Toujours est-il que le jour où j'ai eu ma carte de fidélité Bricorama, j'ai eu comme l'impression de m'être inscrite insconsciemment dans un club de rencontre, un genre de Meetic souterrain, qui sentirait la sciure, le White Spirit et la limaille de fer. In real life, tout de suite. D'entrée, j'ai été surprise par le ton extraordinairement courtois des conversations dans les allées entre des gens qui ne se connaissaient pas la minute d'avant, comme si chacun était absolument ravi d'avoir à donner des conseils sur la différence entre le plâtre fin et l'enduit de rebouchage, et comme si ces conseils étaient accueillis avec une reconnaissance tellement extrême que c'en était presque suspect. Bon enfant, tout cela : rien de noiseux, politesse et rires discrets. J'ai eu moi aussi quelques relations sans lendemain, comme cet inconnu qui m'a si obligemment expliqué l'application, le mode d'emploi et les mérites respectifs de tous les produits d'entretien pour tomettes, le lait rénovateur, le super décapant, l'imperméabilisant anti-taches, la cire colorante, le bouche-pores. Sans oublier les chiffons doux, brosses, papiers de verre ou serpillères adéquats pour l'application de tout cela. Mes tomettes vont bien, merci, et l'inconnu m'a souhaité une bonne journée avec un sourire que je lui ai rendu avant de tourner le coin du rayon.
Et puis il y a eu le rayon visserie.
Ce jour-là, je cherchais des chevilles pour matériaux ni creux ni plein (si, ça existe. Du carreau de plâtre alvéolé, ça s'appelle.

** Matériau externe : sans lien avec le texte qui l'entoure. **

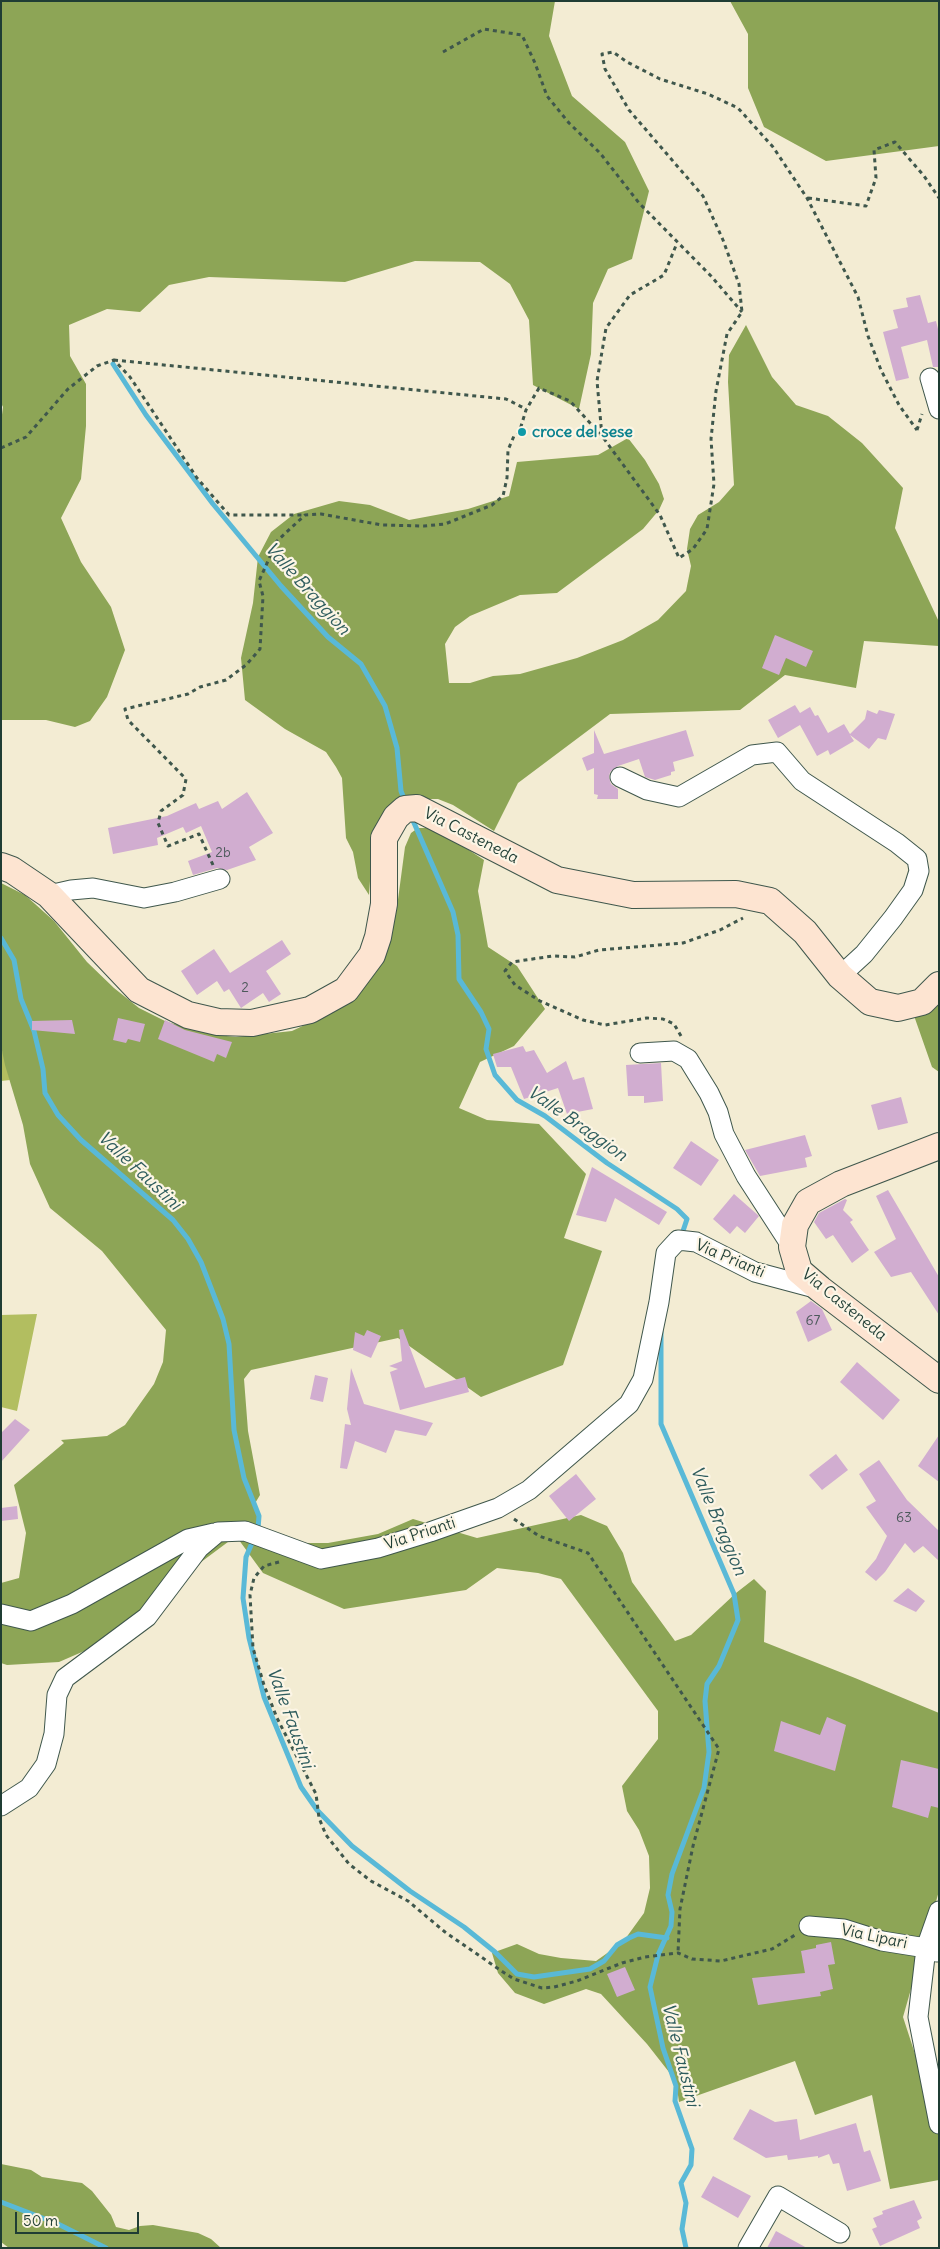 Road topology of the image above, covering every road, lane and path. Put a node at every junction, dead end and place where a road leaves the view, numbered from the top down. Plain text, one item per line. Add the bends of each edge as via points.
1 (443, 52) dead end
2 (807, 198) junction
3 (939, 198) edge
4 (677, 243) junction
5 (742, 312) junction
6 (114, 360) junction
7 (930, 378) dead end
8 (939, 409) edge
9 (526, 410) junction
10 (917, 430) dead end
11 (602, 436) junction
12 (1, 448) edge
13 (305, 515) junction
14 (620, 777) dead end
15 (1, 866) edge
16 (220, 879) joint
17 (49, 895) junction
18 (747, 916) dead end
19 (840, 976) junction
20 (939, 984) edge
21 (640, 1053) dead end
22 (682, 1054) junction
23 (939, 1146) edge
24 (792, 1247) junction
25 (820, 1289) junction
26 (939, 1380) edge
27 (498, 1508) junction
28 (218, 1532) junction
29 (287, 1560) dead end
30 (1, 1614) edge
31 (1, 1806) edge
32 (939, 1911) edge
33 (809, 1926) joint
34 (933, 1950) edge
35 (678, 1953) junction
36 (939, 2124) edge
37 (840, 2233) dead end
38 (748, 2248) edge

1 - 4 path via 484,29 522,35 547,96 569,124 600,153 639,204
2 - 3 path via 866,206 876,178 874,150 895,142
2 - 5 path via 773,147 738,108 708,94 660,79 613,52 602,54 606,69 629,110 703,196 739,284
2 - 10 path via 858,297 881,370 899,405
4 - 5 path
4 - 11 path via 664,275 630,295 606,328 597,381
5 - 11 path via 727,334 711,439 714,484 707,529 693,549 679,558 660,515
6 - 9 path via 506,400
6 - 12 path via 97,366 68,389 26,437
6 - 13 path via 130,377 197,478 229,515
7 - 8 street
9 - 11 path via 538,388 570,402
9 - 13 path via 519,433 514,436 508,450 503,496 492,505 445,524 424,526 382,525 321,514
13 - 16 path via 278,541 259,581 263,596 260,649 246,665 226,680 188,694 125,709 128,720 186,779 183,796 161,811 158,823 168,846 199,834
14 - 19 street via 646,790 678,797 752,755 777,752 802,781 917,859 919,871 913,890 864,954
15 - 17 street
16 - 17 street via 144,898 93,888
17 - 19 street, Via Casteneda via 139,990 188,1015 218,1022 252,1023 310,1010 346,990 372,955 384,904 384,838 396,817 405,809 416,808 558,880 633,895 736,894 770,901 805,932
18 - 22 path via 683,943 598,950 575,958 553,956 512,962 505,971 515,985 540,1001 583,1020 605,1025 647,1018 674,1024 681,1035
19 - 20 street, Via Casteneda via 870,1002 898,1008 922,1002
21 - 22 street via 674,1051
22 - 24 street via 709,1093 724,1134 746,1176
23 - 24 street, Via Casteneda via 841,1184 808,1202 795,1225
24 - 25 street, Via Casteneda via 799,1271
25 - 26 street, Via Casteneda
25 - 27 street, Via Prianti via 755,1272 696,1242 678,1240 666,1253 643,1379 629,1404 529,1490
27 - 28 street, Via Prianti via 378,1548 321,1559 245,1531
27 - 35 path via 539,1536 588,1553 719,1749 680,1909
28 - 30 street, Via Prianti via 188,1538 72,1604 30,1621
28 - 31 street via 199,1548 147,1617 66,1678 57,1694 54,1734 46,1764 28,1788
29 - 35 path via 264,1566 254,1578 250,1595 253,1648 277,1718 316,1794 319,1818 326,1835 349,1864 371,1881 408,1901 445,1932 503,1972 542,1988 577,1981 622,1962
32 - 34 street
33 - 34 street, Via Lipari via 844,1930
33 - 35 path via 772,1949 721,1961 692,1959
34 - 36 street via 920,1990 918,2017
37 - 38 street via 778,2196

Et c'est très suant) et les vis pour aller avec. Et j'avoue que devant l'infinie diversité des types de chevilles pour toutes les sortes de murs possible et tous les usages imaginables, je me suis sentie, comment dire, un peu perdue et en manque d'une aide fraternelle pour m'épauler dans ce choix crucial.
Justement, il était là, lui aussi plongé dans la contemplation des petits paquets de dix, douze, cinquante, cent chevilles, toutes différentes, avec les vis ou à part. Pas vilain du tout, cet ultime recours, d'ailleurs, je m'en rends compte en lui demandant de l'aide. Pas très grand, les traits estompés, un doux regard de myope, un sourire timide - il me fait un peu penser à Alain Chabat. J'aime bien Alain Chabat. Entre autres, oui, bon, évidemment. Le genre d'homme que l'on imagine facilement jeune père de famille, avec déjà deux ou trois têtes blondes et des ballades à vélo le dimanche. Bref, il doit s'y connaître en chevilles, non ? Et ça vaut peut-être même la peine de poser la question de ma voix la plus douce ?

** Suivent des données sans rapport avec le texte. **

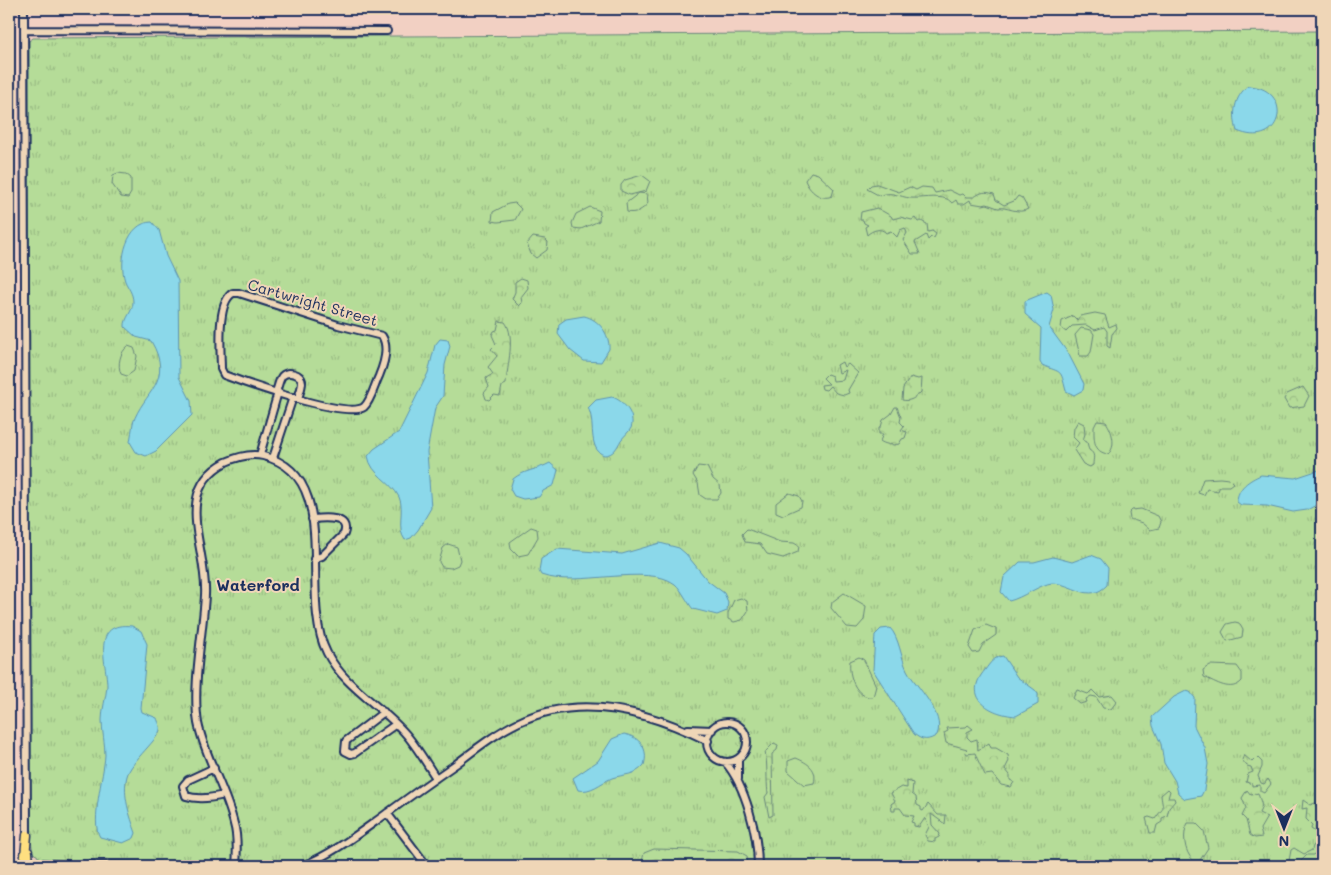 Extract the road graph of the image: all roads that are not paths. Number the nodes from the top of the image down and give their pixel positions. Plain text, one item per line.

Et bien non. Et non seulement il ne pouvait pas répondre à ma question, encore plus largué que moi devant toutes ces appellations contrôlées - chevilles à expansion, à collerette, sans collerette, universelles... - mais c'est moi qui me suis retrouvée à l'aider pour choisir les chevilles qu'il lui fallait pour ses murs et ce qu'il voulait en faire.
Certes, il était gentil tout plein, mais là, je dis non. Je sais, c'est antiféministe au possible, mais je dis non.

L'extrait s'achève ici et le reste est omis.